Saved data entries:
-----

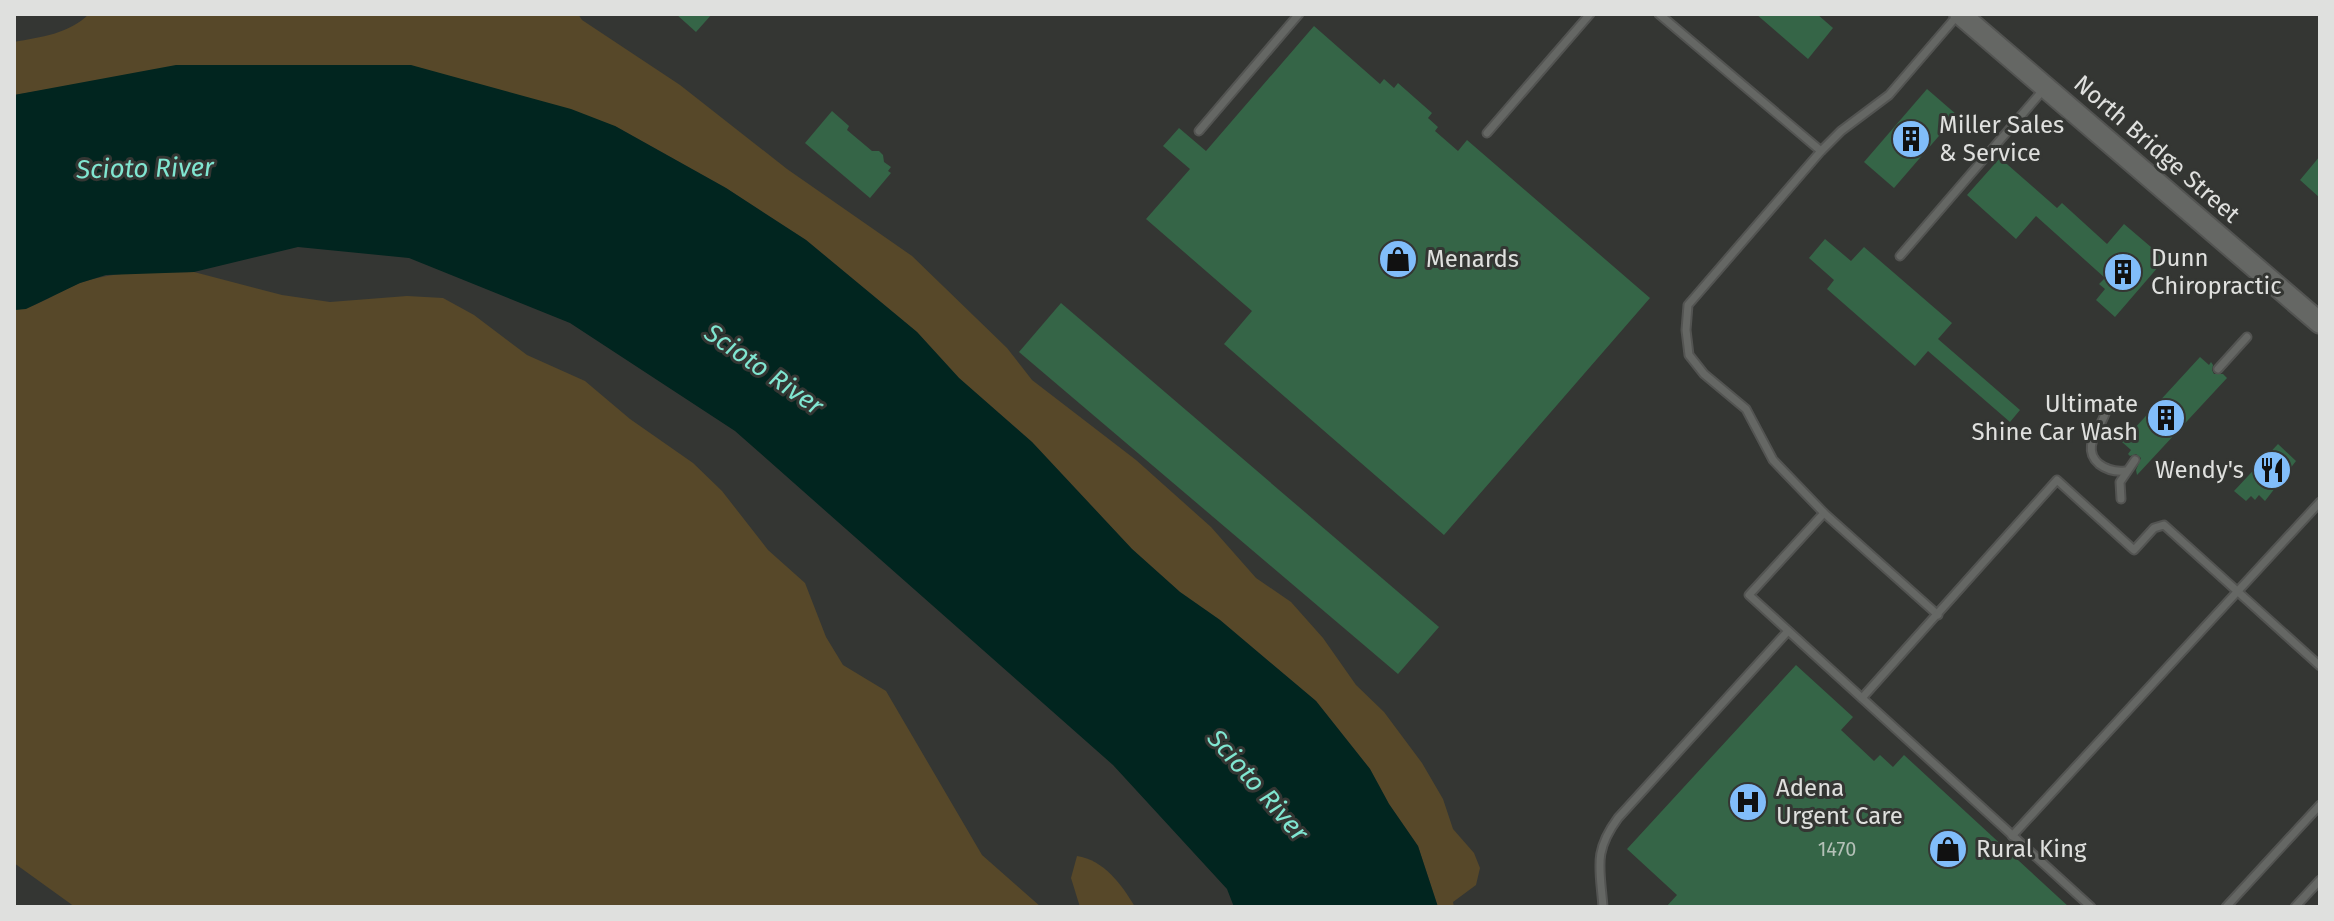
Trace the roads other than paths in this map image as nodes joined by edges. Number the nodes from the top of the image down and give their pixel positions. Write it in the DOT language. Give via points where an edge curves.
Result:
graph roads {
  1 [pos="1299,14"];
  2 [pos="1590,14"];
  3 [pos="1659,14"];
  4 [pos="1959,14"];
  5 [pos="2046,88"];
  6 [pos="1199,131"];
  7 [pos="1487,133"];
  8 [pos="1821,151"];
  9 [pos="1900,256"];
  10 [pos="2320,323"];
  11 [pos="2247,337"];
  12 [pos="2218,369"];
  13 [pos="2105,414"];
  14 [pos="2135,460"];
  15 [pos="2125,471"];
  16 [pos="2121,499"];
  17 [pos="2320,502"];
  18 [pos="1824,513"];
  19 [pos="2238,592"];
  20 [pos="1938,615"];
  21 [pos="1788,631"];
  22 [pos="2320,666"];
  23 [pos="1862,698"];
  24 [pos="2320,805"];
  25 [pos="2012,836"];
  26 [pos="2320,880"];
  27 [pos="1603,907"];
  28 [pos="2091,907"];
  29 [pos="2226,907"];
  30 [pos="2295,907"];
  1 -- 6 [label="lane"];
  2 -- 7 [label="lane"];
  3 -- 8 [label="lane"];
  4 -- 5 [label="main road, North Bridge Street"];
  4 -- 8 [label="lane" via="1889,95"];
  5 -- 9 [label="lane"];
  5 -- 10 [label="main road, North Bridge Street"];
  8 -- 18 [label="lane" via="1688,305 1686,330 1689,355 1746,409 1773,460"];
  11 -- 12 [label="lane"];
  13 -- 15 [label="lane" via="2091,453 2106,469"];
  14 -- 15 [label="lane"];
  15 -- 16 [label="lane"];
  17 -- 19 [label="lane"];
  18 -- 20 [label="lane"];
  18 -- 21 [label="lane" via="1749,595"];
  19 -- 20 [label="lane" via="2164,525 2154,528 2134,550 2057,480"];
  19 -- 22 [label="lane"];
  19 -- 25 [label="lane"];
  20 -- 23 [label="lane"];
  21 -- 23 [label="lane"];
  21 -- 27 [label="lane" via="1604,836 1599,851"];
  23 -- 25 [label="lane"];
  24 -- 29 [label="lane"];
  25 -- 28 [label="lane"];
  26 -- 30 [label="lane"];
}
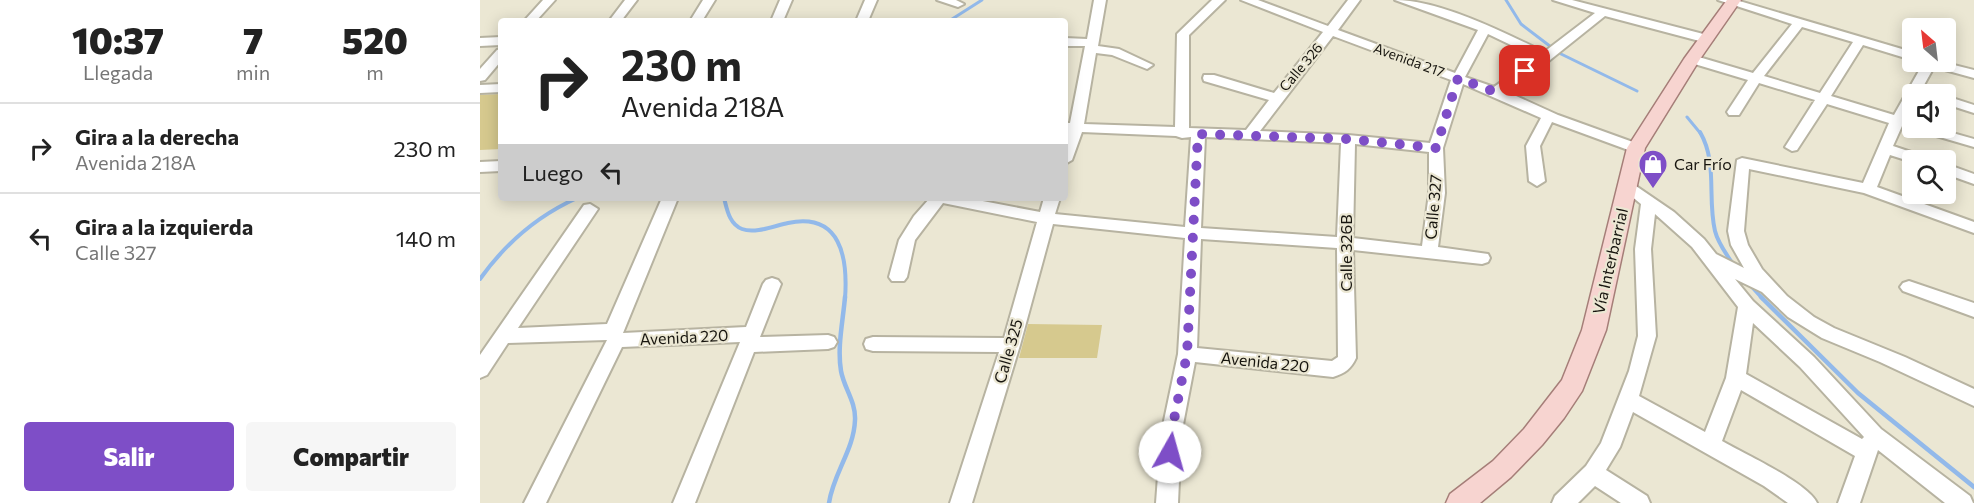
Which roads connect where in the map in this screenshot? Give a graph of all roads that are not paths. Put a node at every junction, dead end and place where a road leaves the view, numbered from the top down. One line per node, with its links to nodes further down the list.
1 (549, 0): 16 (street)
2 (631, 0): 17 (street)
3 (709, 0): 18 (street)
4 (786, 0): 19 (street)
5 (871, 0): 20 (street)
6 (943, 0): 14 (street)
7 (1100, 0): 29 (street)
8 (1219, 0): 54 (street)
9 (1247, 0): 23 (street, Avenida 217)
10 (1354, 0): 23 (street, Calle 326)
11 (1401, 0): 22 (street)
12 (1559, 0): 15 (street)
13 (1730, 1): 21 (street); 24 (main road, Vía Interbarrial)
14 (958, 4)
15 (1603, 12): 24 (street); 32 (street)
16 (533, 18)
17 (617, 18)
18 (698, 18)
19 (778, 18)
20 (862, 18)
21 (1798, 23): 26 (street); 40 (street)
22 (1485, 28): 32 (street); 39 (street, Calle 327)
23 (1332, 31): 39 (street, Avenida 217); 44 (street, Calle 326)
24 (1707, 39): 33 (main road, Vía Interbarrial)
25 (498, 41): 27 (street)
26 (1860, 41): 30 (street); 45 (street)
27 (480, 42)
28 (1068, 42): 29 (street)
29 (1091, 46): 34 (street); 53 (street)
30 (1902, 53)
31 (498, 56): 37 (street)
32 (1547, 56): 43 (street)
33 (1692, 60): 40 (street); 62 (main road, Vía Interbarrial)
34 (1147, 64)
35 (1956, 69): 36 (street)
36 (1974, 74)
37 (480, 77)
38 (1209, 78): 44 (street)
39 (1458, 78): 43 (street, Avenida 217); 61 (street, Calle 327)
40 (1755, 79): 45 (street); 48 (street)
41 (498, 88): 42 (street)
42 (480, 89)
43 (1495, 92): 50 (street, Avenida 217)
44 (1275, 98): 55 (street, Calle 326)
45 (1824, 100): 51 (street); 60 (street)
46 (1956, 103): 47 (street)
47 (1974, 109)
48 (1734, 111)
49 (1902, 115): 51 (street)
50 (1549, 116): 62 (street, Avenida 217); 69 (street)
51 (1897, 121): 52 (street); 63 (street)
52 (1902, 122)
53 (1071, 128): 54 (street); 59 (street)
54 (1190, 134): 55 (street); 80 (street)
55 (1250, 135): 57 (street)
56 (1956, 138): 58 (street)
57 (1348, 139): 61 (street); 81 (street, Calle 326B)
58 (1974, 143)
59 (1068, 144)
60 (1792, 147)
61 (1436, 148): 82 (street, Calle 327)
62 (1636, 148): 70 (main road, Vía Interbarrial)
63 (1884, 148): 64 (street); 71 (street)
64 (1902, 154)
65 (498, 166): 66 (street)
66 (480, 167)
67 (1956, 173): 68 (street)
68 (1974, 179)
69 (1537, 181)
70 (1628, 187): 76 (street); 110 (main road, Vía Interbarrial)
71 (1868, 189): 79 (street); 88 (street)
72 (669, 201): 92 (street)
73 (937, 201): 85 (street)
74 (956, 201): 78 (street)
75 (1051, 201): 78 (street, Calle 325)
76 (1649, 202): 83 (street); 102 (street)
77 (590, 209): 91 (street)
78 (1045, 218): 80 (street); 96 (street, Calle 325)
79 (1974, 228)
80 (1193, 233): 81 (street); 97 (street)
81 (1345, 243): 82 (street); 98 (street, Calle 326B)
82 (1429, 251): 84 (street)
83 (1709, 257): 88 (street); 89 (street)
84 (1482, 258)
85 (898, 277)
86 (772, 284): 93 (street)
87 (1909, 287): 90 (street)
88 (1771, 290): 101 (street)
89 (1747, 306): 100 (street); 103 (street)
90 (1974, 310)
91 (503, 336): 92 (street, Avenida 220); 99 (street)
92 (614, 336): 93 (street, Avenida 220); 106 (street)
93 (750, 339): 94 (street, Avenida 220); 107 (street)
94 (828, 342)
95 (873, 344): 96 (street)
96 (1011, 345): 108 (street, Calle 325)
97 (1187, 354): 98 (street, Avenida 220); 109 (street)
98 (1342, 365)
99 (480, 370)
100 (1736, 378): 103 (street); 104 (street)
101 (1974, 399)
102 (1629, 400): 104 (street); 105 (street)
103 (1871, 443): 114 (street); 115 (street)
104 (1711, 444): 113 (street)
105 (1593, 474): 111 (street); 112 (street)
106 (535, 503)
107 (684, 503)
108 (961, 503)
109 (1167, 503)
110 (1460, 503)
111 (1563, 503)
112 (1639, 503)
113 (1806, 503)
114 (1849, 503)
115 (1962, 503)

-----

▶ Task to carry out:
Across the data, pull every line containing the string "graph".

▶ Result of this exercise:
graph roads {
Which roads connect where in the map in this screenshot? Give a graph of all roads that are not paths. Put a node at every junction, dead end and place where a road leaves the view, numbered from the top down. One line per node, with its links to nodes further down the list.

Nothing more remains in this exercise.